The situation might not be entirely bad if there would be some way to install missing certificates easily. For example in the dialog for untrusted certificates. I wonder why they chose not to allow that... .

So how do you get the certificate on the phone? First of all, you have to obtain the certificate. If you're lucky, there is some web page where you can download the certificate. Now you only have to pray that the web server is setting the correct mime type and everything's good.

If not, you have to get the certificate. After some trial-and-error I found that the Internet Explorer (but not Firefox or Thunderbird) allow to safe a certificate to disc. So again if you're lucky, the same certificate is used for secure web connections and you can safe that certificate.

Well, so how do you get the certificate on the phone? Putting the certificate somewhere on the phone using the file explorer won't work, because the phone doesn't recognize certificates in it's own file browser. So either you've to mail it to you (saying one more time that yes, I want to connect to that server), again hoping that the mime types will be set correctly, or you have to put it somewhere on the web from where you can then download it.

To cut a long story short: Nokia, please let us install certificates whenever we encounter an untrusted one.

Hyperlinks

Finally, one last nuisance is that (at least on the E61i, other versions of Symbian might have only one browser for Internet and WAP) if you click on a link in a message, the WAP browser is opened, not the Internet browser. Which really doesn't make any sense.

Nokia, will you help me out?

Update: If you're running Linux, you might try the following "one-liner" to get the certificate from a server
echo "quit" | openssl s_client -connect server-address:server-port |\
ruby -e 'flag=false; readlines.each {|x| flag ||= (x =~
/BEGIN CERT/); if flag then puts x end; flag &&= !(x =~ /END CERT/) }' |\
openssl x509 -outform DER >cert.der
Replacing "server-address:server-port" with your server information, of course.

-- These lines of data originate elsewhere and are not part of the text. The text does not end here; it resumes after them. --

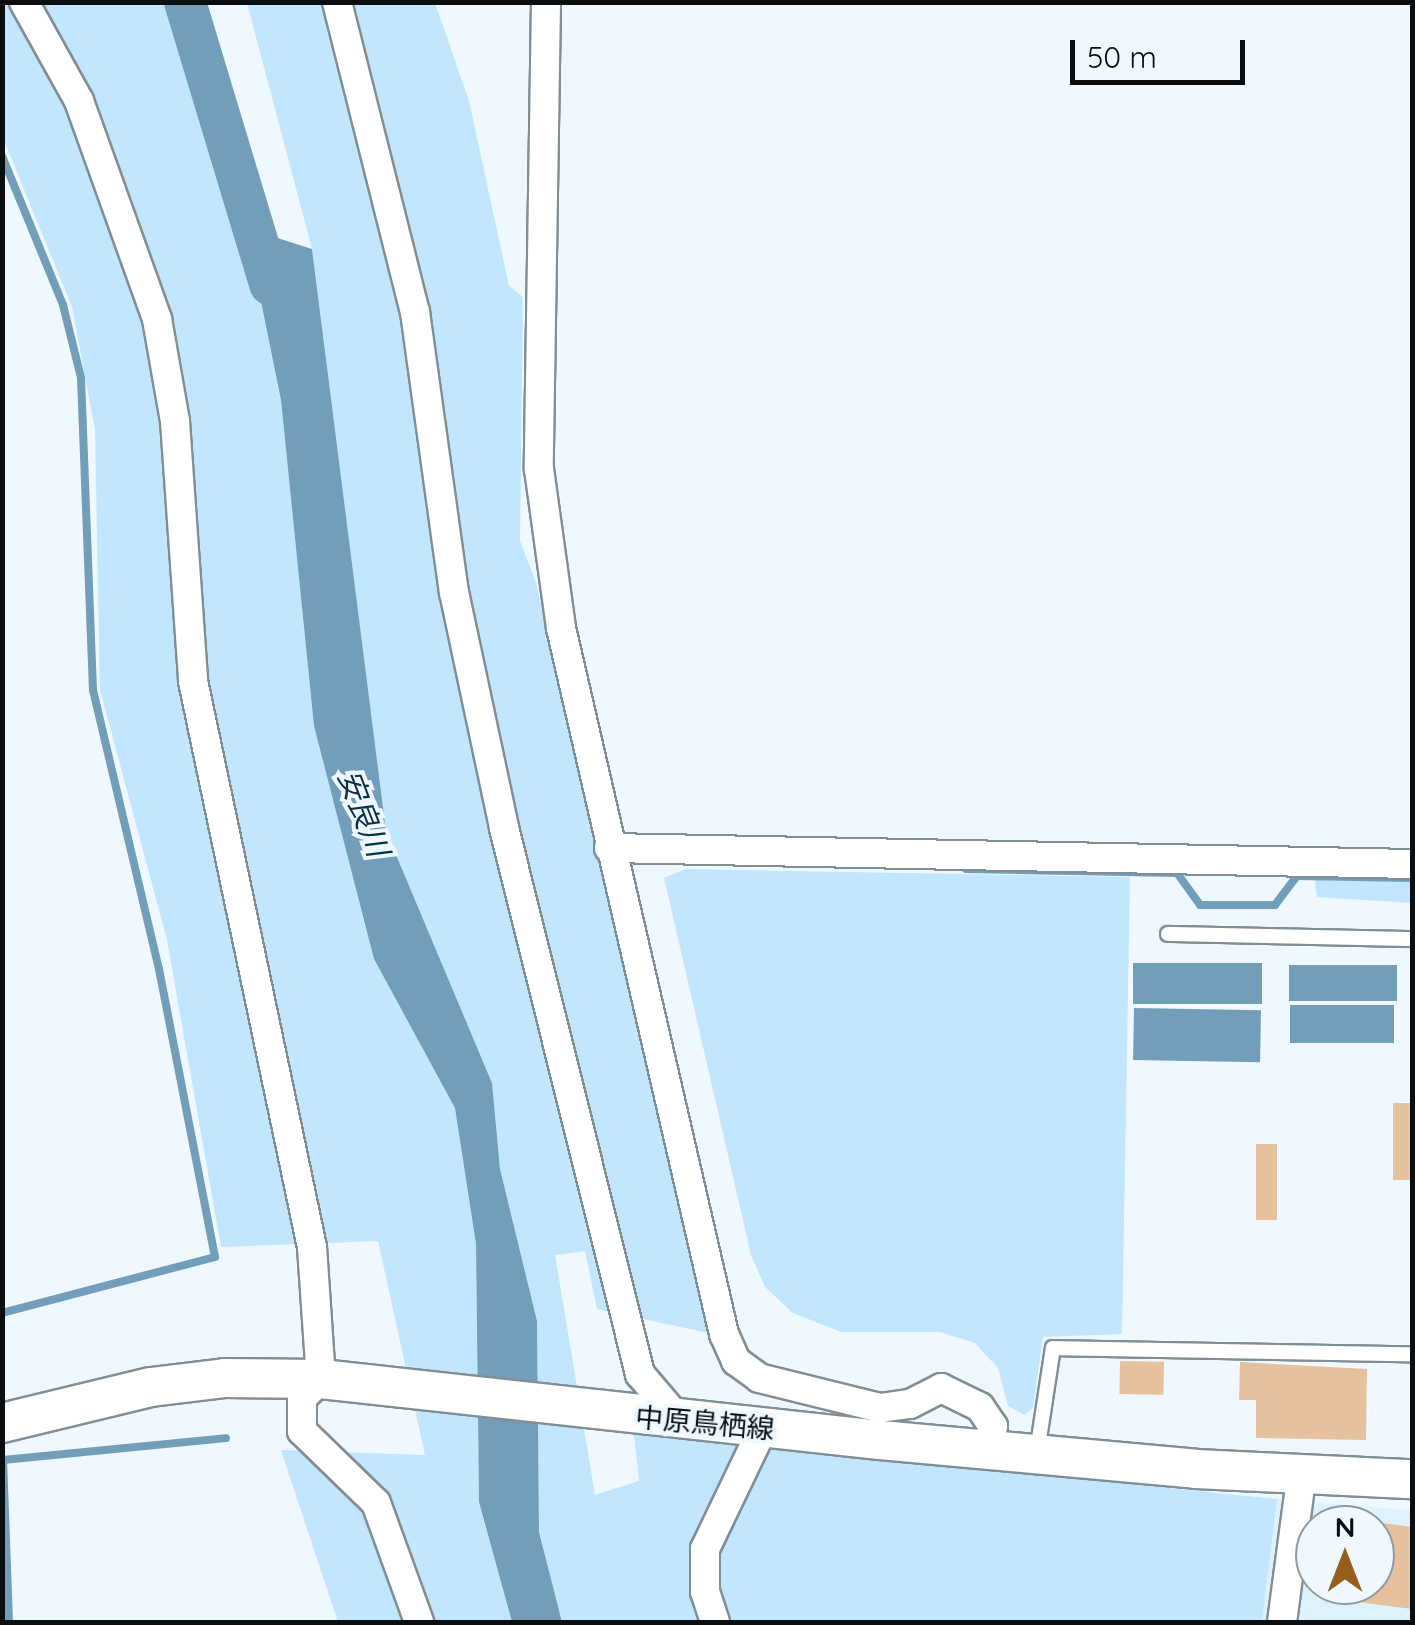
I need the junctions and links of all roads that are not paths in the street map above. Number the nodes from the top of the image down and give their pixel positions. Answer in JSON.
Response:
{"nodes":[{"id":1,"x":24,"y":2,"type":"edge"},
{"id":2,"x":336,"y":2,"type":"edge"},
{"id":3,"x":546,"y":2,"type":"edge"},
{"id":4,"x":609,"y":848,"type":"junction"},
{"id":5,"x":1412,"y":864,"type":"edge"},
{"id":6,"x":1168,"y":934,"type":"dead end"},
{"id":7,"x":1412,"y":940,"type":"edge"},
{"id":8,"x":1412,"y":1354,"type":"edge"},
{"id":9,"x":334,"y":1381,"type":"junction"},
{"id":10,"x":680,"y":1421,"type":"junction"},
{"id":11,"x":2,"y":1422,"type":"edge"},
{"id":12,"x":762,"y":1428,"type":"junction"},
{"id":13,"x":990,"y":1448,"type":"junction"},
{"id":14,"x":1037,"y":1452,"type":"junction"},
{"id":15,"x":1302,"y":1472,"type":"junction"},
{"id":16,"x":1412,"y":1480,"type":"edge"},
{"id":17,"x":419,"y":1622,"type":"edge"},
{"id":18,"x":715,"y":1622,"type":"edge"},
{"id":19,"x":1282,"y":1622,"type":"edge"}],
"edges":[{"from":1,"to":9,"type":"street"},
{"from":2,"to":10,"type":"street"},
{"from":3,"to":4,"type":"street"},
{"from":4,"to":5,"type":"street"},
{"from":4,"to":13,"type":"street"},
{"from":6,"to":7,"type":"lane"},
{"from":8,"to":14,"type":"lane"},
{"from":9,"to":10,"type":"main road","name":"中原鳥栖線"},
{"from":9,"to":11,"type":"main road","name":"中原鳥栖線"},
{"from":9,"to":17,"type":"street"},
{"from":10,"to":12,"type":"main road","name":"中原鳥栖線"},
{"from":12,"to":13,"type":"main road","name":"中原鳥栖線"},
{"from":12,"to":18,"type":"street"},
{"from":13,"to":14,"type":"main road","name":"中原鳥栖線"},
{"from":14,"to":15,"type":"main road","name":"中原鳥栖線"},
{"from":15,"to":16,"type":"main road","name":"中原鳥栖線"},
{"from":15,"to":19,"type":"street"}]}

Update: Even if you install the server certificate on the phone, it may still be that the signing certificate is unknown. Using the Internet Explorer, you can save all those other certificates as well, and you have to install them all to make the phone accept the server certificate. I haven't yet figured out how to do this with openssl, though... .

1 comment:

Anonymous said...

Thanks for pointing me to the certificate solution. That was always a pain.